(Data records)
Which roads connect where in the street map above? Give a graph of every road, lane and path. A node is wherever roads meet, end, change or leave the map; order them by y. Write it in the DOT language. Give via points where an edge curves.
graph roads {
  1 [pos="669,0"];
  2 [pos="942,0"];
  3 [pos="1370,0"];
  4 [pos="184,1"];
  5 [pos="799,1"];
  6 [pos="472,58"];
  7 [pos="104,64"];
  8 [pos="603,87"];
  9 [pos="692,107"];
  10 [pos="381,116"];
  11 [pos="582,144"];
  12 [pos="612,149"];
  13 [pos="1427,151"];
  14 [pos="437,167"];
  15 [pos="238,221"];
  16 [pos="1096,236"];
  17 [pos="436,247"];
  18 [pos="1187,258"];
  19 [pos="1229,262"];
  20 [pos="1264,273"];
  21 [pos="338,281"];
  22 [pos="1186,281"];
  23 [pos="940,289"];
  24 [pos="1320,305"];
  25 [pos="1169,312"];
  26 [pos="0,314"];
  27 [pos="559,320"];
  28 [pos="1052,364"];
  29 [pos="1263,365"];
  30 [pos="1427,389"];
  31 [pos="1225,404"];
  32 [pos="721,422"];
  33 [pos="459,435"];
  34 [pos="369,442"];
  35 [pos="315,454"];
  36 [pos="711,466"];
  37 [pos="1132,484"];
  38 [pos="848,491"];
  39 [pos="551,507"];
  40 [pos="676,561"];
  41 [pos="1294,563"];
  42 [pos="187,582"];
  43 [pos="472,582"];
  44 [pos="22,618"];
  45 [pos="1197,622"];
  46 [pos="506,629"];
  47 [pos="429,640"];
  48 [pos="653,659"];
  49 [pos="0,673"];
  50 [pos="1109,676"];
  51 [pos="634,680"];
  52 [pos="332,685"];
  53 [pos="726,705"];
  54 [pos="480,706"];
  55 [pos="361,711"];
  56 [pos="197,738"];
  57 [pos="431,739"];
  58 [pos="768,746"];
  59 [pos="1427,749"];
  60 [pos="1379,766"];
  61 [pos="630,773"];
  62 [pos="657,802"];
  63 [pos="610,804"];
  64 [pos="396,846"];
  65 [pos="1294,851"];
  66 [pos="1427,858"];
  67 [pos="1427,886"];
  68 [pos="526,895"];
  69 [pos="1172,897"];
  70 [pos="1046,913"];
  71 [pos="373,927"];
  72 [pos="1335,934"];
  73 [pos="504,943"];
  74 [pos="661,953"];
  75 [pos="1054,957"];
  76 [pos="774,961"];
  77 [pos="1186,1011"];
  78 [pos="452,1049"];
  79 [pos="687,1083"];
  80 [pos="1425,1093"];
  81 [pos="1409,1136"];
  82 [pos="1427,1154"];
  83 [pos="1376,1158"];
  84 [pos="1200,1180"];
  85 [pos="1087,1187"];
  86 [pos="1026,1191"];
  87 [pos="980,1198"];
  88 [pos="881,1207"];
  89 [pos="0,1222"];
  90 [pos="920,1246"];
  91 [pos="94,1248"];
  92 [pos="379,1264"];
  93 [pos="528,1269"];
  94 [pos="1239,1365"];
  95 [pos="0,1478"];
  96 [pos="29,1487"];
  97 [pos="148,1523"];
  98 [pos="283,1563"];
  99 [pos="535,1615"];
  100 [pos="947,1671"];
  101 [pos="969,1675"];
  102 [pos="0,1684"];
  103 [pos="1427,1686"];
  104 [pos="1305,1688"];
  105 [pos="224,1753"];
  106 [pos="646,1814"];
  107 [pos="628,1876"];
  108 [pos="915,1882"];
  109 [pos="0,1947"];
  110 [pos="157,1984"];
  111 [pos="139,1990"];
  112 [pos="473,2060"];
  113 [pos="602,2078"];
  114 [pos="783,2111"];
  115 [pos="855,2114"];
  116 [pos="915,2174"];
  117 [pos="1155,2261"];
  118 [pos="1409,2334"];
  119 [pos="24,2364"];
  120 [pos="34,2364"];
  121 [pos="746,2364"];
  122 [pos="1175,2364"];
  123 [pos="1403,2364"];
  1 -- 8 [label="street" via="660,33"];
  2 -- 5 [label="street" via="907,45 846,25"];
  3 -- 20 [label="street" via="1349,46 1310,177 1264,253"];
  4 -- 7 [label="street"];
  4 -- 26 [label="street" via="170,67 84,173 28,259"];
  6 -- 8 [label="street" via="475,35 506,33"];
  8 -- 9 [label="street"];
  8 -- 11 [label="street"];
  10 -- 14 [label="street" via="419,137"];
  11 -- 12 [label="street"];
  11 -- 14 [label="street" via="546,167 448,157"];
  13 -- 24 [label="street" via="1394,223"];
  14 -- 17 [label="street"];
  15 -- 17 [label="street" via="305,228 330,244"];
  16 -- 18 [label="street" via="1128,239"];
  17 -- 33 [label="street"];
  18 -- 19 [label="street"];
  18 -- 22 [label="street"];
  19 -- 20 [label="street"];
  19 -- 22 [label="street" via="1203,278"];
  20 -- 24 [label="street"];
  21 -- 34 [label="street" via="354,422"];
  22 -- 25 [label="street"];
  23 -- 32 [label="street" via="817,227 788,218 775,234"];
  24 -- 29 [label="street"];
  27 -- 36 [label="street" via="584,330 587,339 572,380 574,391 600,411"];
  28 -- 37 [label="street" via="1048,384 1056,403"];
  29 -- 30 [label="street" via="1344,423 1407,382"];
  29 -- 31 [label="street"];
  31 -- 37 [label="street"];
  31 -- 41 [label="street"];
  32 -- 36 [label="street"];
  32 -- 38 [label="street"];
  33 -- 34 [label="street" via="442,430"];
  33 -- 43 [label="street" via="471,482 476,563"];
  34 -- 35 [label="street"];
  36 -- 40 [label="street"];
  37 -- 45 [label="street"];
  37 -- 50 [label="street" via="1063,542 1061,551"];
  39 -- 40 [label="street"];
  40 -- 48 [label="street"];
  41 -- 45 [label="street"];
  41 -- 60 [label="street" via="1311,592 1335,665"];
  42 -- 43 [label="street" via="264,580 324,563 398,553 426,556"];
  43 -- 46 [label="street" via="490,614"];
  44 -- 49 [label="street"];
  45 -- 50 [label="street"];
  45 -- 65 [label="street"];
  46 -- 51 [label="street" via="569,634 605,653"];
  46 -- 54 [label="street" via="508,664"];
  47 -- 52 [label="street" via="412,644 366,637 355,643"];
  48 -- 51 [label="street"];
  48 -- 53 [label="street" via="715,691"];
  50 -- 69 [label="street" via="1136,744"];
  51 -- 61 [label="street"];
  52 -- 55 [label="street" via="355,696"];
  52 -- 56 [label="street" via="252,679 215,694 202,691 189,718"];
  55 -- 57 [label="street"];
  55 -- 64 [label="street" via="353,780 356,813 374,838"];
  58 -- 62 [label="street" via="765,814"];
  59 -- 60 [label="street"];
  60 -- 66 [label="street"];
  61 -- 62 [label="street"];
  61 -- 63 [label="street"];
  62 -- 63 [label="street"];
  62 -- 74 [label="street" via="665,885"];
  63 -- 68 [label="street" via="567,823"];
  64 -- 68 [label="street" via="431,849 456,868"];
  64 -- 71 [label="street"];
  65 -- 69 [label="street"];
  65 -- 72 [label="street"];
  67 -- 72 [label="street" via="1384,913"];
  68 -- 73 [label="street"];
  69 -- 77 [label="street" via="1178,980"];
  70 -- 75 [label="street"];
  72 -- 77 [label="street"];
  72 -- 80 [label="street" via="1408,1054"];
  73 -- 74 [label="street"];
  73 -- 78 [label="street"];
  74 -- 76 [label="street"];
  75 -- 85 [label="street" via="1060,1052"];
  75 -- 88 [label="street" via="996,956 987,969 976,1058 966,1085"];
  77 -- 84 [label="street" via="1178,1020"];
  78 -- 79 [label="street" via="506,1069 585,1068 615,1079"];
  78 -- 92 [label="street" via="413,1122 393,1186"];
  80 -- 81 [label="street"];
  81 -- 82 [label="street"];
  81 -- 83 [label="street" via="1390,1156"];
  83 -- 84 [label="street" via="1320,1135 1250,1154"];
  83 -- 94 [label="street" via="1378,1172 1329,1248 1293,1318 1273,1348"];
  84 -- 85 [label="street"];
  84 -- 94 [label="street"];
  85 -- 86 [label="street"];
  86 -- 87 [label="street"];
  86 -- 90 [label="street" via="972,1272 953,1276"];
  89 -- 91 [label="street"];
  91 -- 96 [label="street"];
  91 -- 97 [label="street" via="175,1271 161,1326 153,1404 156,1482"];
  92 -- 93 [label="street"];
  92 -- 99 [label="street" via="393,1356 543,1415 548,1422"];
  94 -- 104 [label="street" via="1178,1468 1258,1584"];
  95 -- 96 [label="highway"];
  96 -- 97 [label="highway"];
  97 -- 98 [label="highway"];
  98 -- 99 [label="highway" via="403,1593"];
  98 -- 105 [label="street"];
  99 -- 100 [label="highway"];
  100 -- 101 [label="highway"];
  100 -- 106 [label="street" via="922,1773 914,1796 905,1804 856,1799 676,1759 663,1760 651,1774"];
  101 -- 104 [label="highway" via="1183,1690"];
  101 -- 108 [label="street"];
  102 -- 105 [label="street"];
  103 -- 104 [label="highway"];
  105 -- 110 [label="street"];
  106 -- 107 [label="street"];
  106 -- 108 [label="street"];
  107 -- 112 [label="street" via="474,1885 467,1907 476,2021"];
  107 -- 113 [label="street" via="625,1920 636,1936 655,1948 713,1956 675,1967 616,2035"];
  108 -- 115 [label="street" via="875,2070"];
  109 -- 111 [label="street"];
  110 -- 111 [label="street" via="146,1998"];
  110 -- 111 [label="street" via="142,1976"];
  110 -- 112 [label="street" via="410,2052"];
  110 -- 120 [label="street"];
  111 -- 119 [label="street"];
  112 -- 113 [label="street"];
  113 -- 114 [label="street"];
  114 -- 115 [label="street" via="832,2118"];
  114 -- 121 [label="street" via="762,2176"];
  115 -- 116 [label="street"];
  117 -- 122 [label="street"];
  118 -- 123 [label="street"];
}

- [Task requirements]
After reading each line of the data, give only the number of lines that include the word "highway".

- [Your response]
8